The Genetic Landscape of Thyroid Cancer

Young Joo ParkKorea (Republic of) Speaker Translating the Genetic Landscape of Thyroid Cancer to Precision Diagnosis and TherapyThyroid cancer is characterized by a relatively low mutational burden compared with other solid tumors, with recurrent alterations mainly involving BRAF, RAS, and various fusion genes. Several novel driver candidates have also been identified through next-generation sequencing studies. The frequency and pattern of these genomic alterations differ across thyroid cancer subtypes and are often associated with distinct histopathological phenotypes, providing valuable clues for differential diagnosis. Moreover, molecular subtypes defined by driver mutations are closely linked to tumor biology and clinical behavior, allowing more accurate prediction of disease aggressiveness and prognosis. Most differentiated thyroid cancers (DTCs) harbor a single dominant driver alteration; however, acquisition of additional mutations such as TERT promoter, tumor suppressor genes, or PI3K–AKT pathway alterations may lead to dedifferentiation and progression to aggressive or metastatic disease. Advances in our understanding of these genetic alterations have refined the pathological classification of thyroid cancer and enabled improved prognostication, treatment selection, and follow-up strategies.
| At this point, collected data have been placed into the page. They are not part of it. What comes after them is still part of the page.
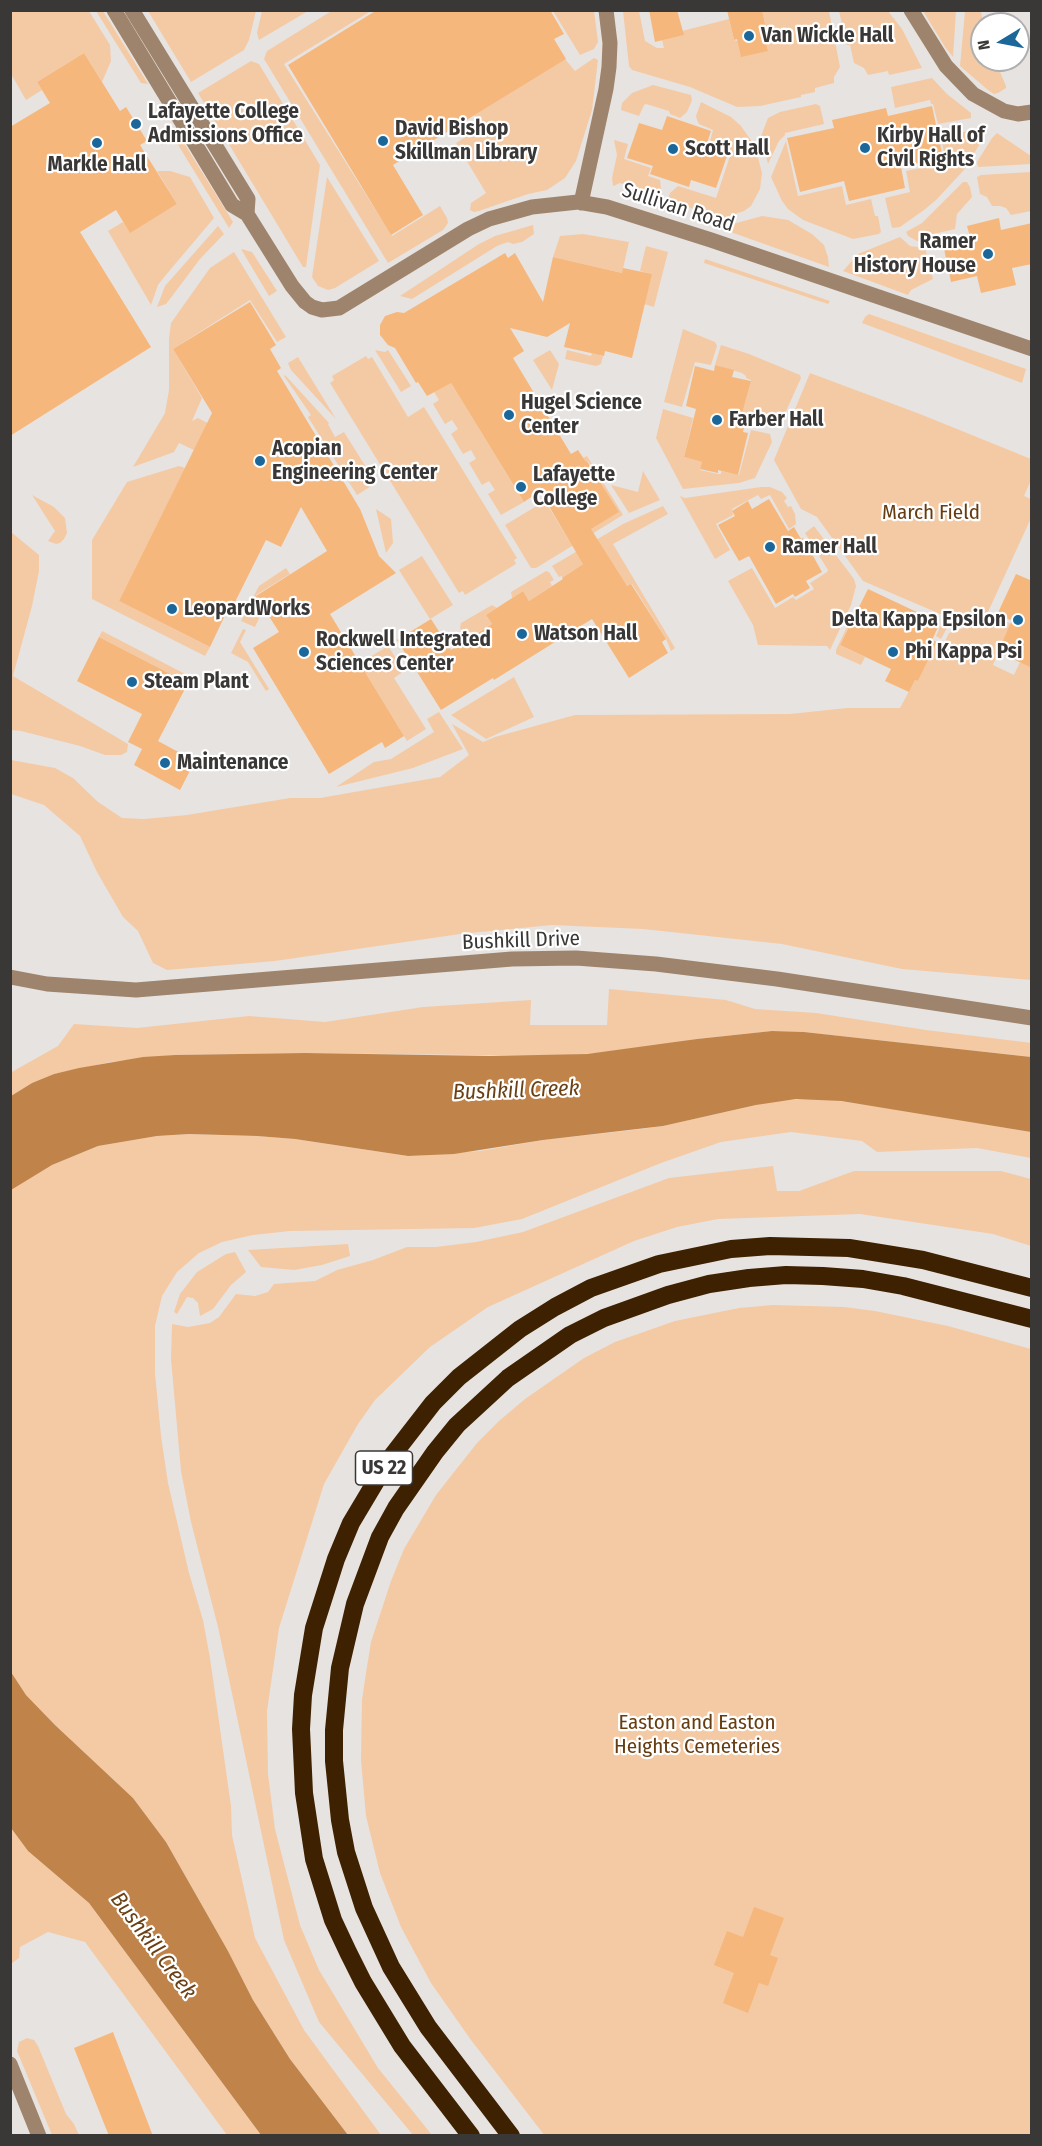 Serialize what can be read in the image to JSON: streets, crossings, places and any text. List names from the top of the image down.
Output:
{
  "streets": {
    "highway": ["US 22"],
    "street": ["Sullivan Road", "Bushkill Drive"]
  },
  "water": ["Bushkill Creek"],
  "parks": ["March Field", "Easton and Easton Heights Cemeteries"],
  "places": [
    "Van Wickle Hall",
    "Lafayette College Admissions Office",
    "David Bishop Skillman Library",
    "Markle Hall",
    "Kirby Hall of Civil Rights",
    "Scott Hall",
    "Ramer History House",
    "Hugel Science Center",
    "Farber Hall",
    "Acopian Engineering Center",
    "Lafayette College",
    "Ramer Hall",
    "LeopardWorks",
    "Delta Kappa Epsilon",
    "Watson Hall",
    "Rockwell Integrated Sciences Center",
    "Phi Kappa Psi",
    "Steam Plant",
    "Maintenance"
  ],
  "north": "left"
}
Importantly, the identification of actionable genetic alterations—including RET and NTRK fusions, as well as BRAF mutations—has revolutionized therapeutic approaches. Targeted agents such as selpercatinib, pralsetinib, larotrectinib, and entrectinib demonstrate substantial clinical efficacy with fewer adverse events than multikinase inhibitors, while dabrafenib plus trametinib has shown marked benefit in anaplastic thyroid cancer. With multiple targetable mutations being uncovered, incorporating comprehensive genomic testing into the diagnostic workflow is essential to guide precision therapy for patients with thyroid cancer.